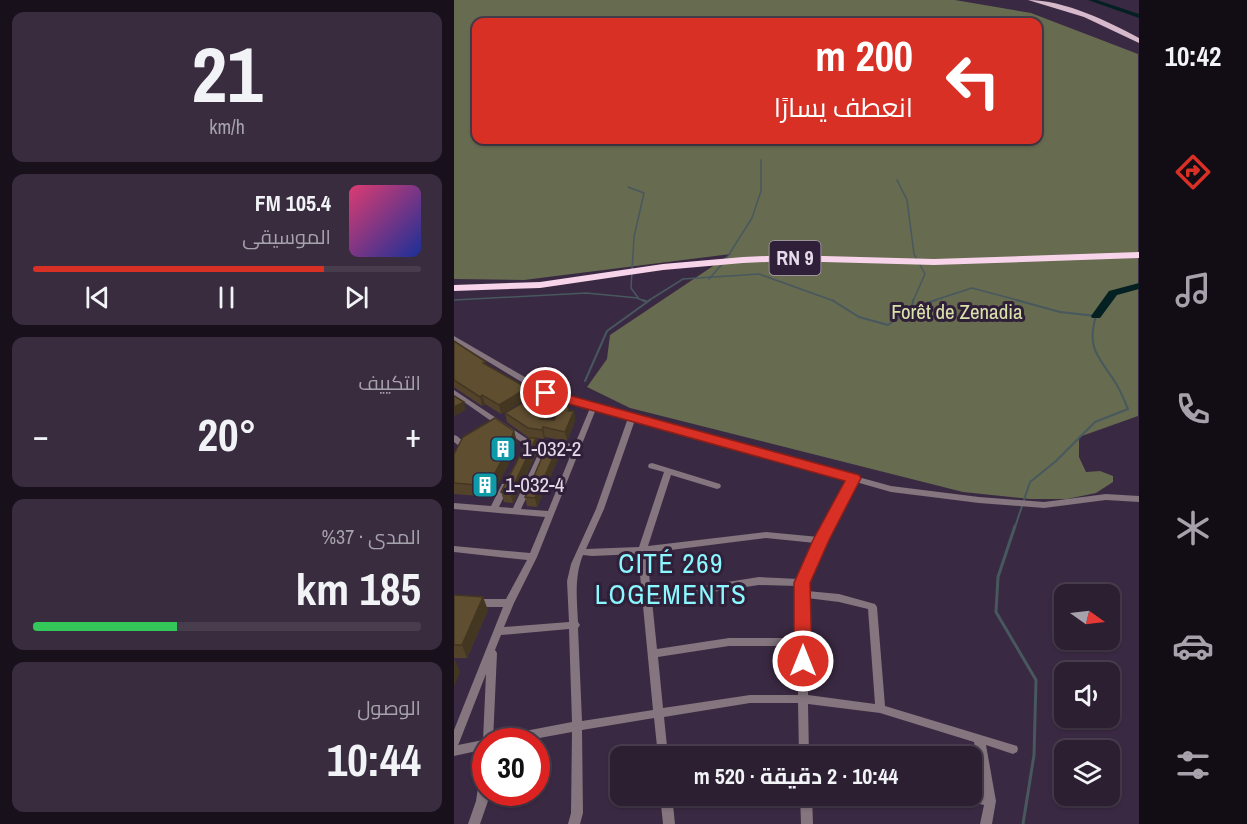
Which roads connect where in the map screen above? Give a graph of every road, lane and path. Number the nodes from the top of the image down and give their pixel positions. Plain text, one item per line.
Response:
1 (1031, 0) edge
2 (1138, 40) edge
3 (1138, 255) edge
4 (1138, 260) edge
5 (454, 288) edge
6 (454, 293) edge
7 (454, 338) edge
8 (454, 392) edge
9 (546, 393) junction
10 (536, 399) edge
11 (594, 406) junction
12 (508, 416) edge
13 (633, 416) junction
14 (499, 422) junction
15 (491, 427) edge
16 (454, 438) edge
17 (472, 438) edge
18 (528, 442) junction
19 (547, 444) junction
20 (578, 447) junction
21 (523, 451) edge
22 (652, 466) dead end
23 (668, 471) junction
24 (854, 478) junction
25 (508, 480) edge
26 (718, 486) dead end
27 (1138, 499) edge
28 (454, 506) edge
29 (494, 509) junction
30 (516, 511) junction
31 (551, 514) junction
32 (821, 540) junction
33 (454, 549) edge
34 (642, 550) junction
35 (582, 552) junction
36 (533, 557) junction
37 (802, 583) junction
38 (802, 594) junction
39 (648, 598) junction
40 (465, 603) edge
41 (509, 603) junction
42 (575, 625) junction
43 (498, 631) junction
44 (804, 642) junction
45 (493, 644) junction
46 (653, 654) junction
47 (802, 699) junction
48 (880, 709) junction
49 (660, 712) junction
50 (577, 726) junction
51 (488, 728) edge
52 (550, 731) edge
53 (979, 738) junction
54 (454, 743) edge
55 (472, 746) edge
56 (662, 746) edge
57 (804, 746) edge
58 (1013, 749) dead end
59 (454, 751) edge
60 (982, 799) edge
61 (990, 801) junction
62 (480, 806) edge
63 (667, 806) edge
64 (806, 806) edge
65 (474, 824) edge
66 (574, 824) edge
67 (669, 824) edge
68 (807, 824) edge
69 (986, 824) edge

1 - 2 main road
3 - 5 highway, RN 9
4 - 6 highway, RN 9
7 - 9 street
8 - 14 street
9 - 10 street
9 - 11 street
11 - 13 street
11 - 20 street
12 - 14 street
13 - 24 street
13 - 35 street
14 - 15 street
14 - 18 street
16 - 17 street
18 - 19 street
18 - 21 street
19 - 20 street
19 - 30 street
20 - 31 street
22 - 23 street
23 - 26 street
23 - 34 street
24 - 27 street
24 - 32 street
25 - 29 street
28 - 29 street
29 - 30 street
30 - 31 street
31 - 36 street
32 - 34 street
32 - 37 street
33 - 36 street
34 - 35 street
34 - 39 street
35 - 42 street
36 - 41 street
37 - 38 street
37 - 39 street
38 - 44 street
38 - 48 street
39 - 46 street
40 - 41 street
41 - 43 street
42 - 43 street
42 - 50 street
43 - 45 street
44 - 46 street
44 - 47 street
45 - 51 street
45 - 54 street
46 - 49 street
47 - 48 street
47 - 49 street
47 - 57 street
48 - 53 street
49 - 50 street
49 - 56 street
50 - 52 street
50 - 66 street
53 - 58 street
53 - 61 street
55 - 59 street
60 - 61 street
61 - 69 street
62 - 65 street
63 - 67 street
64 - 68 street

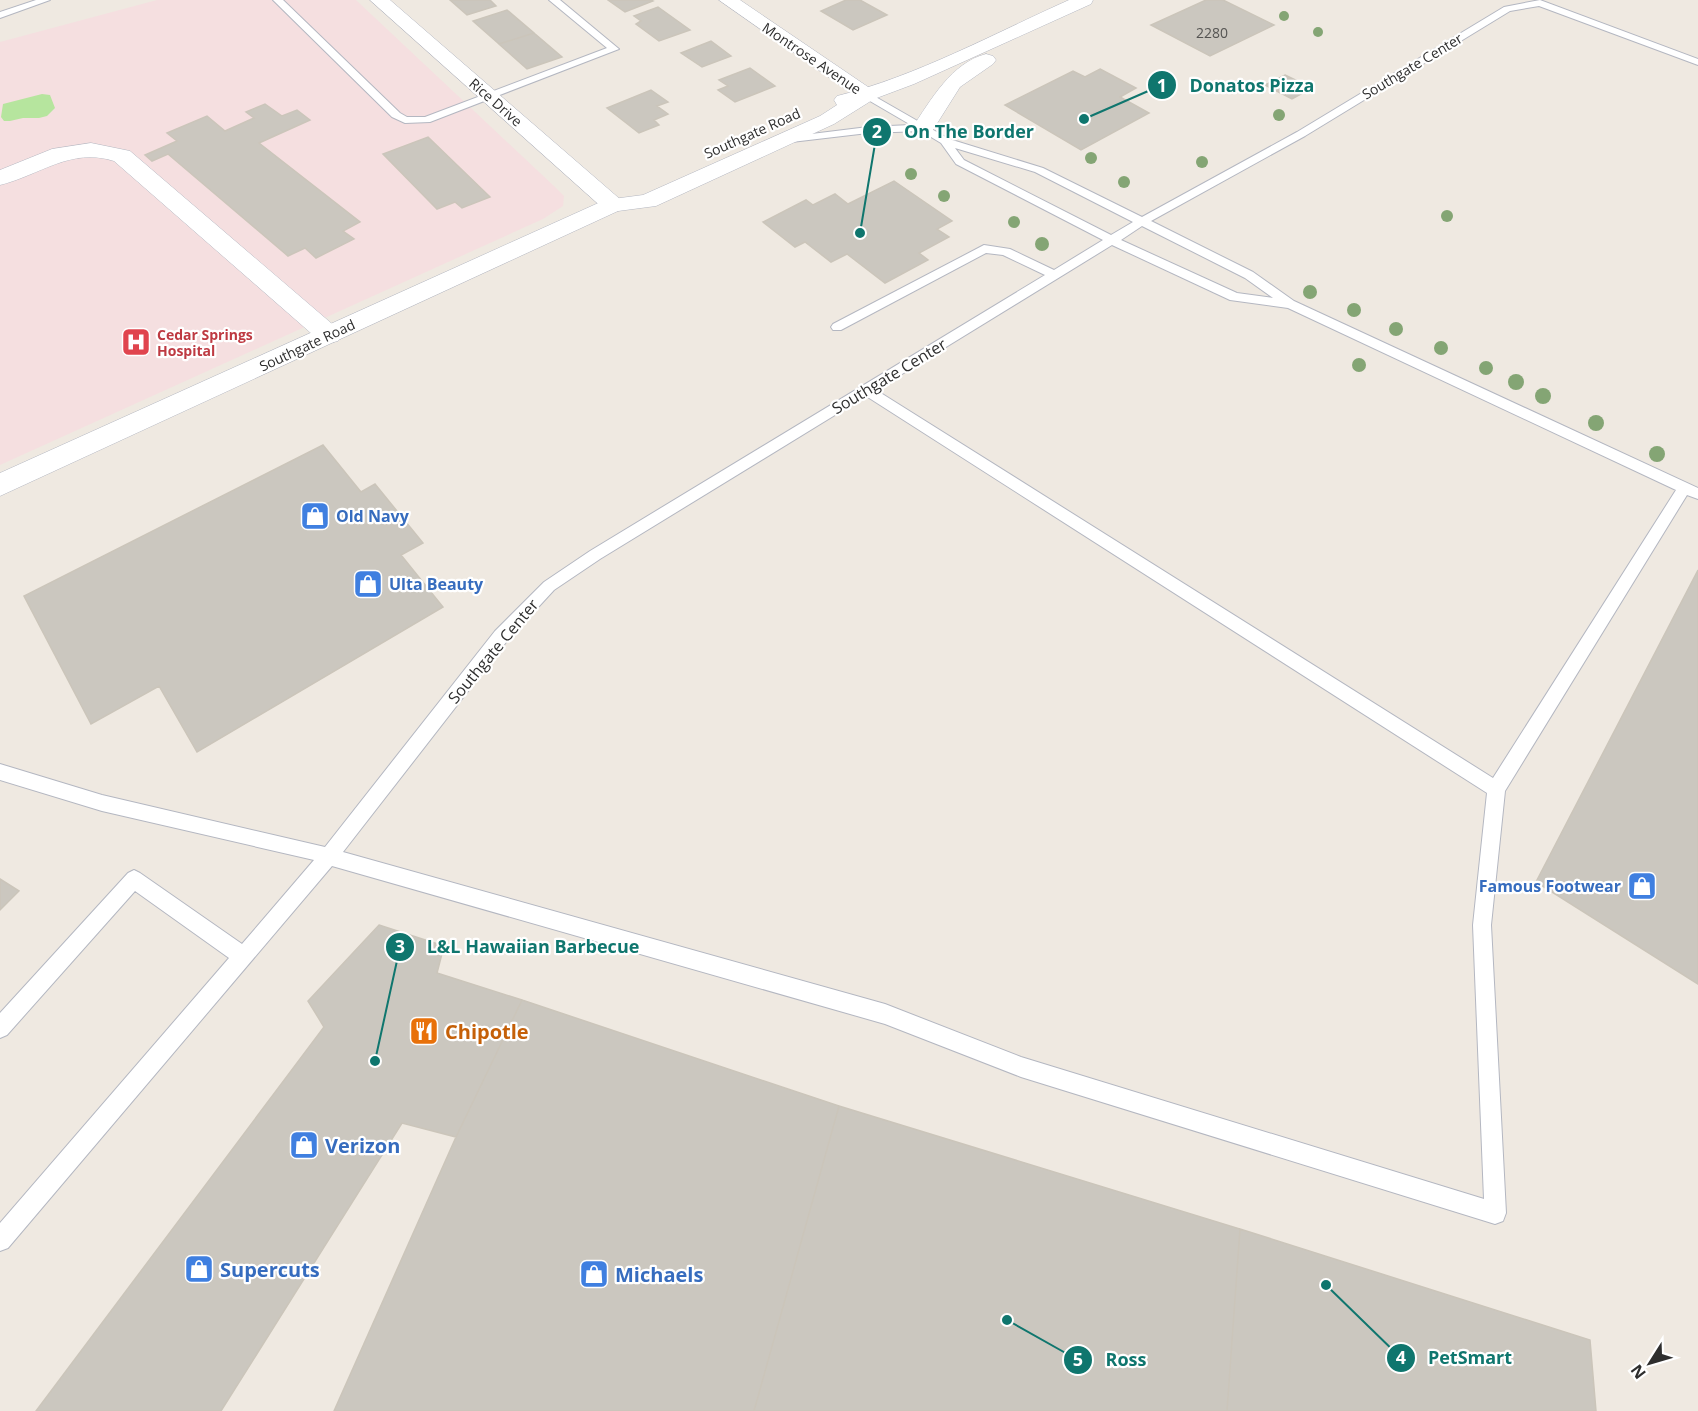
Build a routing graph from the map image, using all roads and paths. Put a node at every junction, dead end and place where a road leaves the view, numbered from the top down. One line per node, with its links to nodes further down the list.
1 (45, 0): 9 (lane)
2 (278, 0): 12 (lane)
3 (379, 0): 12 (street, Rice Drive)
4 (554, 0): 12 (lane)
5 (761, 0): 7 (street)
6 (1084, 0): 8 (street, Southgate Road)
7 (734, 4): 11 (street, Montrose Avenue)
8 (1054, 14): 11 (street, Southgate Road); 13 (street)
9 (0, 15)
10 (1698, 62): 18 (lane, Southgate Center)
11 (867, 95): 13 (lane); 14 (street, Southgate Road); 17 (street, Southgate Road)
12 (490, 97): 17 (street, Rice Drive)
13 (922, 128): 14 (lane); 15 (lane)
14 (782, 141): 17 (street, Southgate Road)
15 (945, 141): 18 (lane); 19 (lane)
16 (0, 178): 23 (street)
17 (613, 206): 23 (street, Southgate Road)
18 (1141, 222): 19 (lane, Southgate Center); 21 (lane)
19 (1112, 240): 20 (lane, Southgate Center); 21 (lane)
20 (1054, 275): 22 (lane); 24 (lane, Southgate Center)
21 (1290, 304): 26 (lane)
22 (837, 327)
23 (329, 335): 25 (street, Southgate Road)
24 (867, 390): 28 (lane); 29 (lane, Southgate Center)
25 (0, 485)
26 (1691, 491): 28 (lane)
27 (0, 772): 29 (lane)
28 (1496, 789): 29 (lane)
29 (329, 856): 30 (lane, Southgate Center)
30 (243, 956): 31 (lane); 32 (lane, Southgate Center)
31 (0, 1028)
32 (0, 1240)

##############################

● **HOW TO COMPLETE THIS TASK**
Pull out each line of the entries that contains "nodes".

● **RESPONSE TO THIS TASK**
Which roads connect where in the map screen above? Give a graph of every road, lane and path. Number the nodes from the top of the image down and give their pixel positions. Plain text, one item per line.
Build a routing graph from the map image, using all roads and paths. Put a node at every junction, dead end and place where a road leaves the view, numbered from the top down. One line per node, with its links to nodes further down the list.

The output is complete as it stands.